FNU Treatment and Prevention of Chest Pain Questions

Chest Pain
CP is a 64-year-old male who presents to the emergency department (ED) via ambulance for chest
pain. He was out shoveling snow from his driveway when he developed left anterior chest pain,
pressure-type, radiating to his jaw and shoulder. Despite the cold weather, he was sweating. He also
noted palpitations and shortness of breath, although he thought it was just because he was “a little
out of shape.” He was afraid that something was wrong, so he asked his wife to call 911.
Past Medical History
• Hypertension
• Hyperlipidemia
• Diabetes mellitus
• Gout Medications
• Hydrochlorothiazide, 25 mg once daily
• Allopurinol, 300 mg once daily
Social History
• Retired factory worker
• Smokes one pack of cigarettes per day
• Drinks about six beers per day (sometimes more)
Physical Examination
• Well-developed obese man in moderate distress
• Height: 69 inches; weight: 252 lbs.; blood pressure: 172/110; pulse: 92; respiration rate: 16;
temperature: 98.7 °F
• Lungs: Scattered bilateral wheezes
• Heart: Regular with grade II/VI systolic murmur
• Extremities: No edema
Labs and Imaging
• Complete blood count with mild leukocytosis (WBC 12.9k)

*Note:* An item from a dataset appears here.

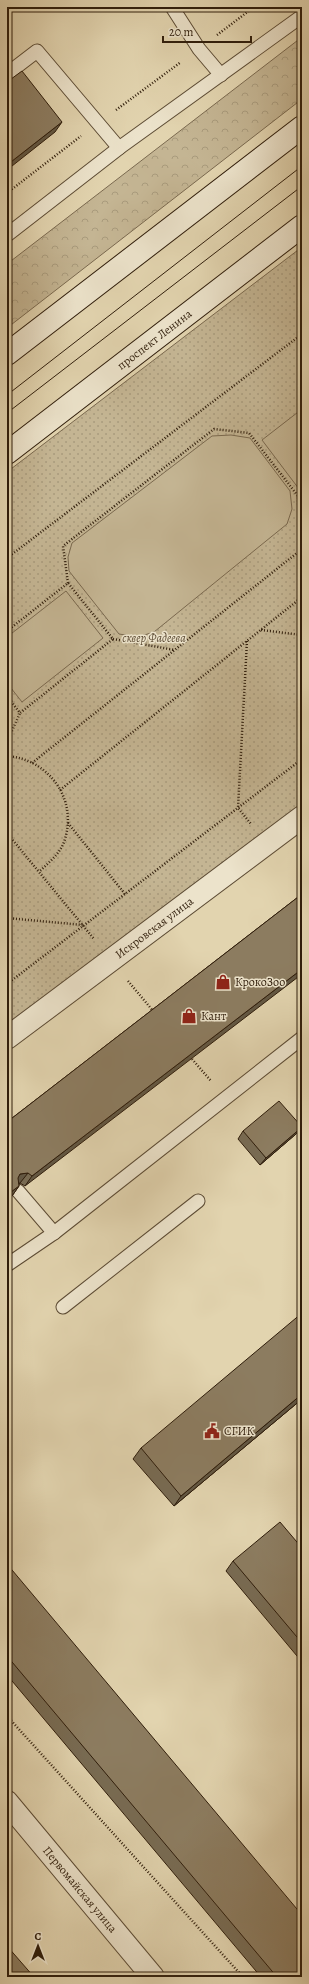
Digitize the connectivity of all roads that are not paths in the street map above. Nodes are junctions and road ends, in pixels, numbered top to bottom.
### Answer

• Potassium: Low at 2.9 mEq/L
• Glucose: 252 mg/dL
• Troponin I: 1.7 ng/L
• Uric acid: 11.1 mg/dL
• EKG: ST segment depression with T-wave inversion over lateral leads; no pathologic Q waves
Next Steps
• CP’s admitting diagnoses are non-ST segment elevation acute coronary syndrome, hypertension,
diabetes mellitus, obesity, alcohol abuse, hyperuricemia, and smoker
Discussion Questions
1. What medications should be instituted for CP?
2. What medications should be continued after discharge?
3. What lifestyle modifications can be recommended for CP?